![]() North Korean Major Im Dong-chul. Photos: Ben Piven |
Part 3 of 6 in our Inside the Hermit Kingdom series on the people and culture of North Korea. Worldfocus multimedia producer Ben Piven writes about his encounter with Major Im Dong-chul while on the north side of the Demilitarized Zone that separates the two Koreas.
Since 1953, it has been the world’s most militarized border. Bill Clinton has called it the scariest place on earth. Undoubtedly, my most compelling moment in North Korea was at the DMZ — Demilitarized Zone.
Many Americans visit the south side of the 2.5-mile wide buffer zone that runs across the 38th parallel, dividing the Communist north from the democratic south. But our group was given a rare glimpse of the north side, where more than one million soldiers lie in waiting.
Our tour guide, Im Dong-chul, was a 21-year veteran of the Korean People’s Army with a sharp jaw and oval eyes. He offered us our only opportunity to engage in real political conversation with a North Korean soldier. Although the dialogue began with tremendous tension, we moved toward a cordial rapport during our 90 minutes together.
Speaking in Korean, Major Im fielded questions about war and peace. The major and I squared off, with two dozen others crowded around, and I seized the challenge of bilateral hardball. I was simultaneously engaged as a journalist and a diplomat. And since Americans of neither profession are common in North Korea, the task at hand was immense.
Promoting the elusive two-party talks sought by North Korea, I asked what message I should relay to President Obama.
![]() Major Im, with the line of control and U.S.-administered building on the South Korean side in the far background. |
“The U.S. should end its hostile attitude towards the DPRK by withdrawing its forces from the Korean peninsula. This is the biggest issue blocking reunification,” he said.
“As a representative of the American people, I know that we voted for a new president because we wanted big changes in foreign policy,” I responded. “President Obama is sincere, but he’s busy with a dozen other problems.”
“If every American were like you, there would be peace,” he concluded. “And I hope Obama’s policy shift happens soon.”
I apologized for American bombers leveling Pyongyang during the Korean War, and the major responded to my empathy. I then reiterated the bottom line of denuclearization: the north needs to implement security guarantees for the south.
It was shocking that Major Im even tolerated our input. Apparently, American tourists had never engaged him before. We too felt the pressure, especially in the DMZ meeting room straddling the Korean border.
I wondered about the significance of the exchange. I had come to terms with our contribution to the tourist economy but hoped that we were not becoming apologists for the state’s Juche ideology.

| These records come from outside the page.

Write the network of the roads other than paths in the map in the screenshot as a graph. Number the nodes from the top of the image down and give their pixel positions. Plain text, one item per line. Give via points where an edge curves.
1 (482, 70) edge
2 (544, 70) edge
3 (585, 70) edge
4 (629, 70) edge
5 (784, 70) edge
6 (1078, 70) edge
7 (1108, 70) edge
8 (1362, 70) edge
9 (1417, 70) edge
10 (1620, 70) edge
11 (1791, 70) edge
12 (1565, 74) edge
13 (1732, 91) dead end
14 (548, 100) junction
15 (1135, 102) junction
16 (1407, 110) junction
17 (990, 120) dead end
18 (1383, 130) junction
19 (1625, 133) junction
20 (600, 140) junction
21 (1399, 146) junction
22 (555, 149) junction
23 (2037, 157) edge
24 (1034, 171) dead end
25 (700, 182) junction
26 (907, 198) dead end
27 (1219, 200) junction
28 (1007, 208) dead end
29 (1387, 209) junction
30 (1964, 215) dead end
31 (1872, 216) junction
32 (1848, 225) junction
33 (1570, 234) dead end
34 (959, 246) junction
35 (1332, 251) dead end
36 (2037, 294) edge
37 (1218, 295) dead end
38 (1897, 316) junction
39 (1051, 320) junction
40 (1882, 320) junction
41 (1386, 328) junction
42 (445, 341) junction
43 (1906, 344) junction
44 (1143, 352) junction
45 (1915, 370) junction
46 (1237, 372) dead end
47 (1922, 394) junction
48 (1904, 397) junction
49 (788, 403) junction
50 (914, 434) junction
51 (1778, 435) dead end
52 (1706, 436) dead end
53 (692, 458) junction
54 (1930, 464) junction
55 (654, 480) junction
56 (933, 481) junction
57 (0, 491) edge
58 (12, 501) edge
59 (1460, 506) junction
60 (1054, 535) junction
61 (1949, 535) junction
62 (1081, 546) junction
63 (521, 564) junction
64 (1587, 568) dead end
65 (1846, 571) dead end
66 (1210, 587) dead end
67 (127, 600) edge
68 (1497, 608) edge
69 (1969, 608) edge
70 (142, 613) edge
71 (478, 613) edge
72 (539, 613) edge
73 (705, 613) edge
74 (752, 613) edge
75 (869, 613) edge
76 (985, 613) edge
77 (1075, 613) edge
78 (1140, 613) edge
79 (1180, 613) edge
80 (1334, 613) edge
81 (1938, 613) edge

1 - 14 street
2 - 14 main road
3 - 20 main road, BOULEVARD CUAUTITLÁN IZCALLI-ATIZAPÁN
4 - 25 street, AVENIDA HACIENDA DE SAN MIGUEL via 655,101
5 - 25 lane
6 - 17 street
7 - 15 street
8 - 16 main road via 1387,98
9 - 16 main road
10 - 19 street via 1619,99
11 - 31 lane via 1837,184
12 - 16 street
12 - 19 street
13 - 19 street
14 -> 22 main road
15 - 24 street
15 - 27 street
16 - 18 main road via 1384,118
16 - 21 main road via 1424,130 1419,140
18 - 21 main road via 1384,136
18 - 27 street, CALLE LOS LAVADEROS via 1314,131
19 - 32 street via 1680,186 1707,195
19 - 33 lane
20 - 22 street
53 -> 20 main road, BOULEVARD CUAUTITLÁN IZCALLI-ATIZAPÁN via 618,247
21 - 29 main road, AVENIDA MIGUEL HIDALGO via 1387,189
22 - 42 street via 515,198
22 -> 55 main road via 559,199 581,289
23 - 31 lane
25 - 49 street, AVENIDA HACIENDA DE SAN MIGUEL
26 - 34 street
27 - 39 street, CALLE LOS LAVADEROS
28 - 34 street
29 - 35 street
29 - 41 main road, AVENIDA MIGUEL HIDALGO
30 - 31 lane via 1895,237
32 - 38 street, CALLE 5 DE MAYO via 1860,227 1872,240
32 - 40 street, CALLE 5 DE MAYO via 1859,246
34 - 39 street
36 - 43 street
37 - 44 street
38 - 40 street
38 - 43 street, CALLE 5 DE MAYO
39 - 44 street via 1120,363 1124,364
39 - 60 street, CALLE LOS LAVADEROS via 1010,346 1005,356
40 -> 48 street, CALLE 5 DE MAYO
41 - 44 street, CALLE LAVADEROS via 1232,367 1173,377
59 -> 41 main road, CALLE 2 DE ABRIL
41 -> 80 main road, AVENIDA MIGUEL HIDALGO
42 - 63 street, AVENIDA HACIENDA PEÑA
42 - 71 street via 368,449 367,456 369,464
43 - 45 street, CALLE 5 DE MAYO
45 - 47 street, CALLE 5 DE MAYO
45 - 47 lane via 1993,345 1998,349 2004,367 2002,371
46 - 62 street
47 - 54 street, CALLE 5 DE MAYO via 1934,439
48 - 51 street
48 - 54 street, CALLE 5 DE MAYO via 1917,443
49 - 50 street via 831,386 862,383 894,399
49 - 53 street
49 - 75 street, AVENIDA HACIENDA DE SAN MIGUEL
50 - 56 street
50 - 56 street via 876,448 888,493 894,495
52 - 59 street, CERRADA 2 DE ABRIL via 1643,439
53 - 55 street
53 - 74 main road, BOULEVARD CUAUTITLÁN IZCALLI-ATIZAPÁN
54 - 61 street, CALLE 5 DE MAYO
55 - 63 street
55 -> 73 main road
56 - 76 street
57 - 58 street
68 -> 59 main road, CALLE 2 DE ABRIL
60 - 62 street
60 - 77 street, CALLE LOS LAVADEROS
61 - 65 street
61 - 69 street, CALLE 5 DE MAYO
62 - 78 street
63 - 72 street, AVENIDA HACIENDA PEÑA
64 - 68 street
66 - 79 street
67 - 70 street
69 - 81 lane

Back at the hotel that night, we noticed signs of diplomatic progress on BBC World News. But the process is cyclical: the North relaxes its stance, opens to talks, and then postures militarily after making impossible demands. The leadership clams up, afraid to risk humiliation at the bargaining table.
Later in the trip, we heard endless misinformation at the Korean War museum and during our tour of the captured U.S.S. Pueblo spy ship.
![]() In the conference room that straddles the line of control between the two Koreas. |
We were told repeatedly that the Korean War was used to lift the Americans out of the depression and that the U.S. had initiated the war.
Yet, we heard not a peep about the American role in liberating Korea from Japan in World War Two, though we often heard more animosity toward the Japanese than toward the sworn American enemy.
During five days in the DPRK, North Korean people never reacted contemptuously to our group as Americans. While anti-American dogma figures into museums and monuments, strangers were deferential and usually avoided us. Tourism workers were often excessively nice, especially if we addressed them in Korean or Mandarin.
My conversation with Major Im was a small but promising victory for the prospects of diplomacy aimed at bringing the world’s most isolated, nuclear-armed regime in from the cold.
– Ben Piven
11/19/2009 :: 04:36:39 PM
Brian McKinlay Says:
I visited one of these blue ‘conference rooms’ from the southern side, accompanied by US and ROK soldiers. How do they avoid tourists and escort from opposite sides meeting in middle? Is there an ‘understanding’ that the southerners use one room and the northerners the other?